Cualquier pobre descontextualizado que se compraba un televisor de pantalla plana a 48 cuotas mensuales dejó de ser pobre para la macroeconomía nacional y el progreso simbólico; los campamentos y sus pobladores que eran relocalizados en los bordes de Santiago en centenares de nichos de cemento aparecían con frecuencia en la televisión policíaca y desaparecían de la estadística oficial de pobreza porque ya tenían un techo así que el problema estaba resuelto. La democracia se acostumbró a llegar a esas fracturas sociales sólo con afiches en las campañas electorales, el resto del año eran retocados con asfalto para dejar atrás el tierral, farolas para iluminar la incipiente delincuencia juvenil y comisarías para reprimir a los hijos de la transición que se transformarían en el enemigo interno no sólo del sistema policial sino que de sus propios vecinos.

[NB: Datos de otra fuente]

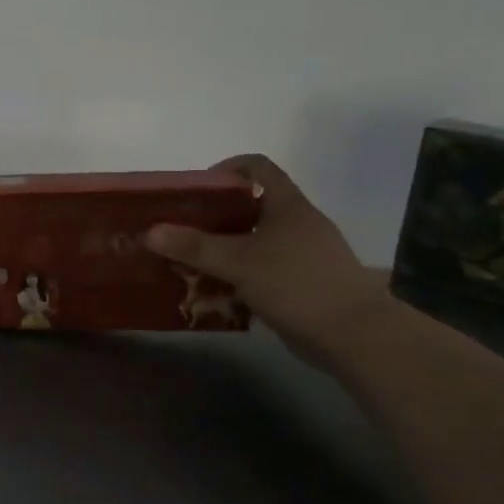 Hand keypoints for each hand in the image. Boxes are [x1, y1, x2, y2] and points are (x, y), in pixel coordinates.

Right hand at [147, 156, 390, 368]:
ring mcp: (303, 255)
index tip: (196, 188)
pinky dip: (239, 275)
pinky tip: (217, 291)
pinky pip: (262, 269)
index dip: (226, 168)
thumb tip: (149, 232)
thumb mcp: (239, 262)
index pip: (257, 166)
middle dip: (215, 216)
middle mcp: (297, 223)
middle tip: (183, 229)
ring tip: (192, 261)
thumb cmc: (297, 284)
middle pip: (251, 205)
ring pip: (255, 240)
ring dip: (224, 248)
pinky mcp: (303, 284)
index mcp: (288, 205)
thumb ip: (194, 246)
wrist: (354, 337) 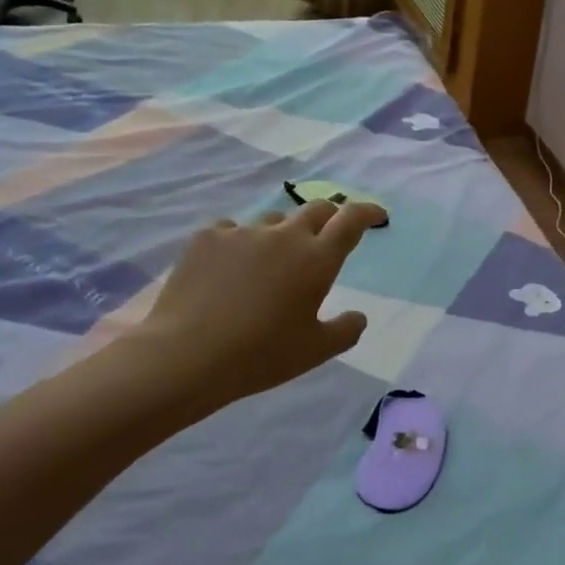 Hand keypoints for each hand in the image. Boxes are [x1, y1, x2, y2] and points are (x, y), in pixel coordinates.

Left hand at [130, 200, 385, 414]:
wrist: (189, 354)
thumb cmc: (262, 355)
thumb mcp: (315, 351)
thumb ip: (346, 330)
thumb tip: (359, 316)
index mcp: (317, 259)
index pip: (351, 220)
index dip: (367, 212)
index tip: (376, 215)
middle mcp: (284, 235)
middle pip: (315, 209)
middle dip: (330, 217)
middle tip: (328, 235)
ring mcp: (242, 232)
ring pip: (272, 221)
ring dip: (282, 235)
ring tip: (271, 262)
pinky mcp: (207, 237)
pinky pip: (231, 230)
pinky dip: (240, 243)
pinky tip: (229, 267) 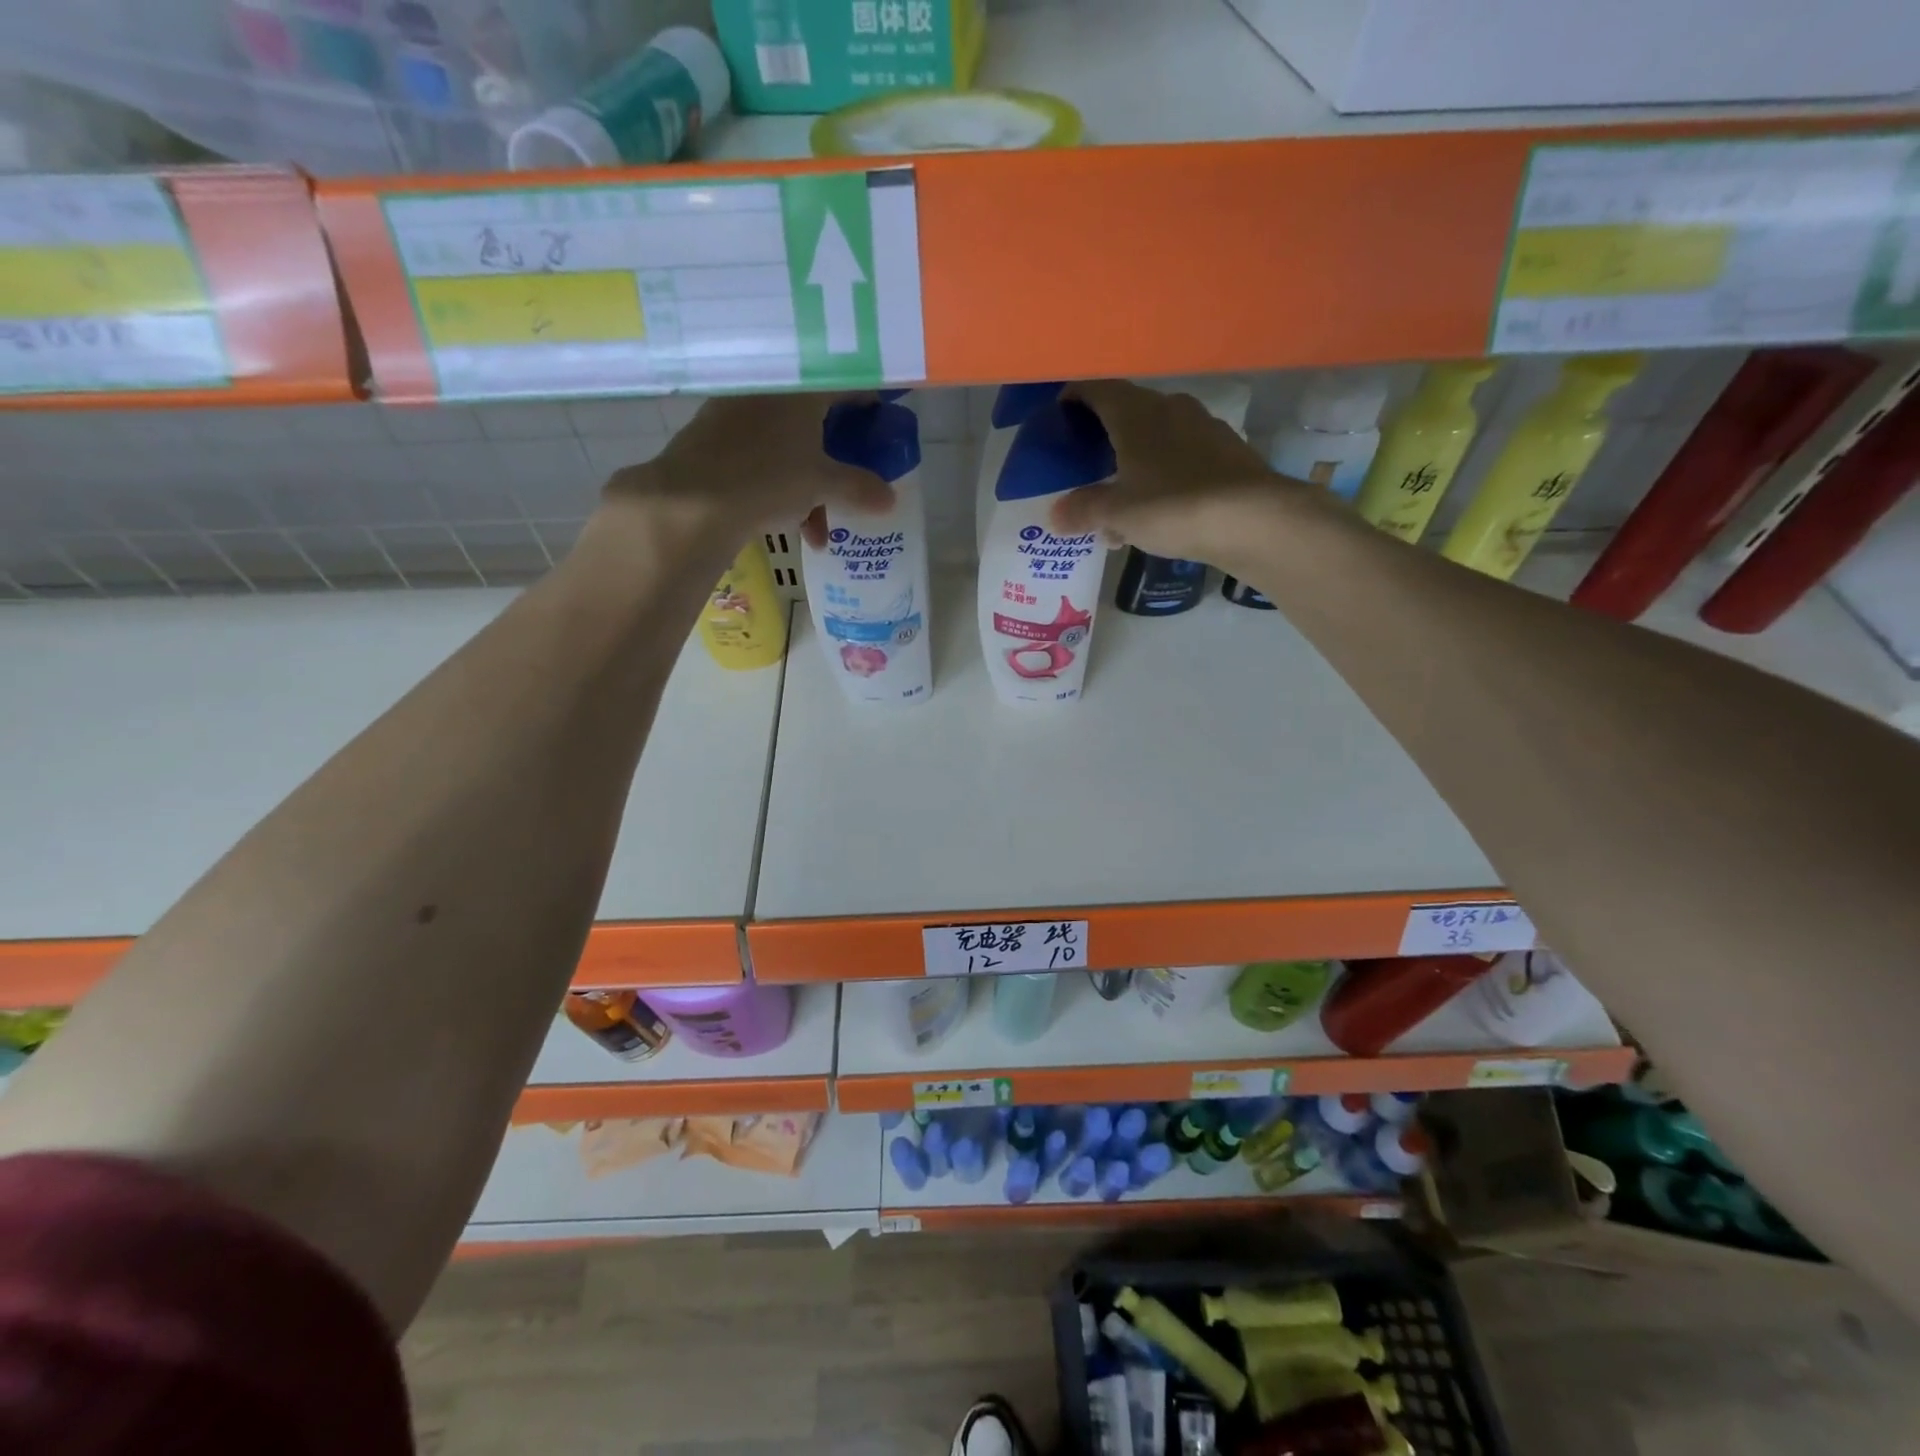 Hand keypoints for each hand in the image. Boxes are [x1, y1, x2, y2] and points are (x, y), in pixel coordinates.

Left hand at [602, 392, 892, 549]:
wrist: (692, 499)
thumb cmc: (768, 478)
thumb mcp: (822, 485)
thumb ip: (859, 488)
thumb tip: (891, 500)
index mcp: (801, 389)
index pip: (846, 383)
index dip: (868, 404)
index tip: (879, 425)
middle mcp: (768, 390)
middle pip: (815, 417)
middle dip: (835, 458)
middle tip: (849, 484)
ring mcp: (736, 411)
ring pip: (787, 444)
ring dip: (809, 485)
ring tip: (817, 530)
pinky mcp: (713, 436)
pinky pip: (760, 455)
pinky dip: (779, 483)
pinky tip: (785, 521)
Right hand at [1049, 379, 1302, 564]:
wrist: (1254, 520)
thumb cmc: (1173, 506)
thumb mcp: (1117, 513)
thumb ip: (1083, 510)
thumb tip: (1055, 516)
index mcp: (1136, 413)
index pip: (1097, 388)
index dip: (1074, 398)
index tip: (1059, 417)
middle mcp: (1170, 408)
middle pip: (1127, 413)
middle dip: (1104, 439)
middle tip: (1086, 469)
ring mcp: (1204, 428)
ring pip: (1156, 439)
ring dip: (1135, 464)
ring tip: (1121, 504)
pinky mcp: (1228, 453)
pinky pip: (1183, 458)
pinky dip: (1163, 477)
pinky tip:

Y la frustración no sólo era económica o social, también era política-simbólica porque si bien en aquellos bordes faltaba la educación formal, sobraba la memoria visual y la intuición para saber que nuevamente los -nos- habían jodido. Lo que en un momento había extasiado los corazones pendejos, con los años se transformó en un plomo enquistado en la espalda. La llamada patria pesaba- y pesa tanto o igual- que los cabrones civiles y militares que ha parido por doquier.
Las inauguraciones de grandes centros comerciales y tiendas transnacionales de consumo se hicieron frecuentes en toda la periferia santiaguina pero por sobre todo en comunas como La florida, Maipú y Puente Alto que representa el sueño chileno de ser clase media emergente. Los descampados y sus campos de fútbol se transformaron en grandes extensiones de concreto con un césped de verde intenso desde donde emanaban palmeras tropicales y tarjetas de crédito para equilibrar los precarios presupuestos familiares.
El mall o centro comercial es en Chile la plaza pública por excelencia; el punto de integración de la extensa y desigual familia chilena eternamente atrapada en el neoliberalismo radical chileno aplicado por Pinochet desde finales de los setenta. Los barrios populares se volvieron inseguros en los noventa por hechos reales y ascendentes de delincuencia juvenil, y sobre todo, por el interés de los grandes medios de comunicación, la clase política y las fundaciones política económicas, todos ellos y muchos más que siempre se mueven en la sombra transformaron el tema de la seguridad ciudadana en el enemigo interno, desplazando temas trascendentales en el devenir chileno como son la redistribución de la riqueza que día a día aumenta, haciendo de las cifras macroeconómicas un espejismo que no se ciñe a la realidad del grueso de la población.